Work task:
An exact reproduction is required of the lines from the beginning of the entries through the line with "options.set_hint_style(cairo.HINT_STYLE_NONE)", pictures excluded and nothing added.

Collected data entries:
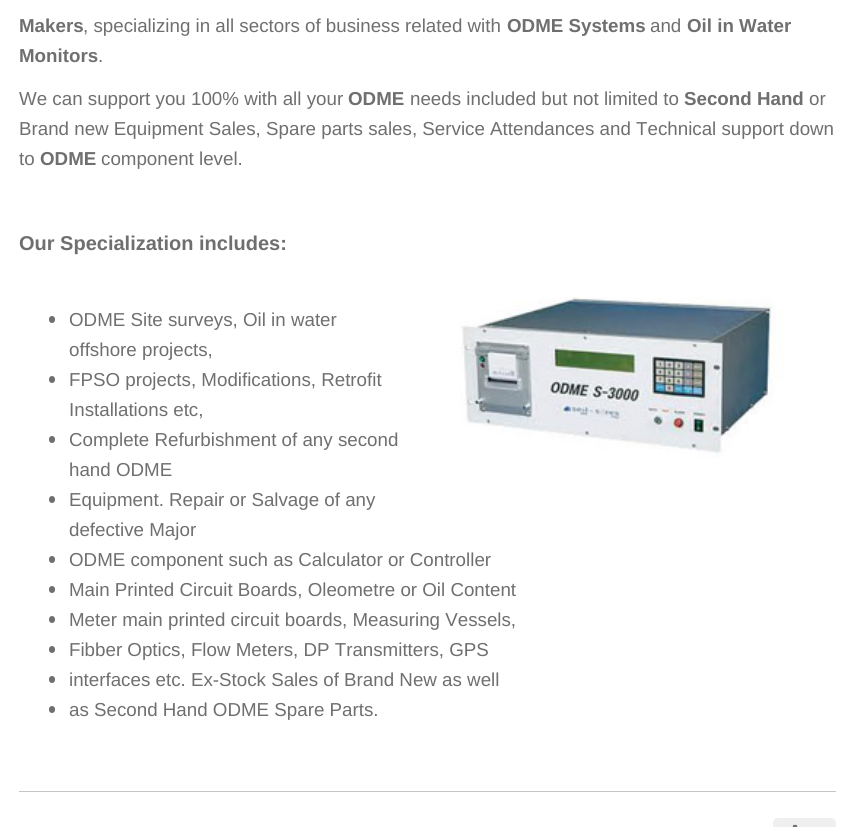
import math
import cairocffi as cairo

surface = cairo.ImageSurface(cairo.FORMAT_RGB24, 854, 827)
ctx = cairo.Context(surface)
options = cairo.FontOptions()
options.set_hint_metrics(cairo.HINT_METRICS_OFF)
options.set_hint_style(cairo.HINT_STYLE_NONE)
ctx.set_font_options(options)
ctx.set_miter_limit(4)


def rgb(r, g, b):
    ctx.set_source_rgb(r / 255, g / 255, b / 255)


def face(family, size, italic, bold):
    ctx.select_font_face(family, cairo.FONT_SLANT_ITALIC if italic else cairo.FONT_SLANT_NORMAL, cairo.FONT_WEIGHT_BOLD if bold else cairo.FONT_WEIGHT_NORMAL)
    ctx.set_font_size(size)


def label(x, y, s):
    ctx.move_to(x, y)
    ctx.show_text(s)


def rect(x, y, w, h):
    ctx.rectangle(x, y, w, h)
    ctx.fill()


def rrect(x, y, w, h, r):
    ctx.new_sub_path()
    for i, (u, v) in enumerate([(x + w - r, y + h - r), (x + r, y + h - r), (x + r, y + r), (x + w - r, y + r)]):
        ctx.arc(u, v, r, i * math.pi / 2, (i + 1) * math.pi / 2)
    ctx.close_path()


def image(path, x, y, w, h):
    ctx.save()
    ctx.set_source_surface(cairo.ImageSurface.create_from_png(path), x, y)
    ctx.rectangle(x, y, w, h)
    ctx.fill()
    ctx.restore()


rgb(255, 255, 255)
ctx.paint()
face('Liberation Sans', 18.75, 0, 1)
rgb(111, 111, 111)
label(19, 32, 'Makers')
face('Liberation Sans', 18.75, 0, 0)
label(83, 32, ', specializing in all sectors of business related with')
face('Liberation Sans', 18.75, 0, 1)
label(507, 32, 'ODME Systems')
face('Liberation Sans', 18.75, 0, 0)
label(650, 32, 'and')
face('Liberation Sans', 18.75, 0, 1)
label(687, 32, 'Oil in Water')
label(19, 62, 'Monitors')
face('Liberation Sans', 18.75, 0, 0)
label(98, 62, '.')
label(19, 105, 'We can support you 100% with all your')
face('Liberation Sans', 18.75, 0, 1)
label(348, 105, 'ODME')
face('Liberation Sans', 18.75, 0, 0)
label(410, 105, 'needs included but not limited to')
face('Liberation Sans', 18.75, 0, 1)
label(684, 105, 'Second Hand')
face('Liberation Sans', 18.75, 0, 0)
label(809, 105, 'or')
label(19, 135, 'Brand new Equipment Sales, Spare parts sales, Service Attendances and Technical support down')
label(19, 165, 'to')
face('Liberation Sans', 18.75, 0, 1)
label(40, 165, 'ODME')
face('Liberation Sans', 18.75, 0, 0)
label(101, 165, 'component level.')
face('Liberation Sans', 20, 0, 1)
label(19, 250, 'Our Specialization includes:')
rrect(49, 316, 6, 7, 3)
ctx.fill()
face('Liberation Sans', 18.75, 0, 0)
label(69, 326, 'ODME Site surveys, Oil in water')
label(69, 356, 'offshore projects,')
rrect(49, 376, 6, 7, 3)
ctx.fill()
label(69, 386, 'FPSO projects, Modifications, Retrofit')
label(69, 416, 'Installations etc,')
rrect(49, 436, 6, 7, 3)
ctx.fill()
label(69, 446, 'Complete Refurbishment of any second')
label(69, 476, 'hand ODME')
rrect(49, 496, 6, 7, 3)
ctx.fill()
label(69, 506, 'Equipment. Repair or Salvage of any')
label(69, 536, 'defective Major')
rrect(49, 556, 6, 7, 3)
ctx.fill()
label(69, 566, 'ODME component such as Calculator or Controller')
rrect(49, 586, 6, 7, 3)
ctx.fill()
label(69, 596, 'Main Printed Circuit Boards, Oleometre or Oil Content')
rrect(49, 616, 6, 7, 3)
ctx.fill()
label(69, 626, 'Meter main printed circuit boards, Measuring Vessels,')
rrect(49, 646, 6, 7, 3)
ctx.fill()
label(69, 656, 'Fibber Optics, Flow Meters, DP Transmitters, GPS')
rrect(49, 676, 6, 7, 3)
ctx.fill()
label(69, 686, 'interfaces etc. Ex-Stock Sales of Brand New as well')
rrect(49, 706, 6, 7, 3)
ctx.fill()
label(69, 716, 'as Second Hand ODME Spare Parts.')
image('image0.png', 460, 297, 324, 161)
rgb(196, 196, 196)
rect(19, 791, 817, 1)
rgb(239, 239, 239)
rrect(773, 818, 63, 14, 5)
ctx.fill()
image('image1.png', 792, 824, 6, 3)
surface.write_to_png('render.png')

Solution:
import math
import cairocffi as cairo

surface = cairo.ImageSurface(cairo.FORMAT_RGB24, 854, 827)
ctx = cairo.Context(surface)
options = cairo.FontOptions()
options.set_hint_metrics(cairo.HINT_METRICS_OFF)
options.set_hint_style(cairo.HINT_STYLE_NONE)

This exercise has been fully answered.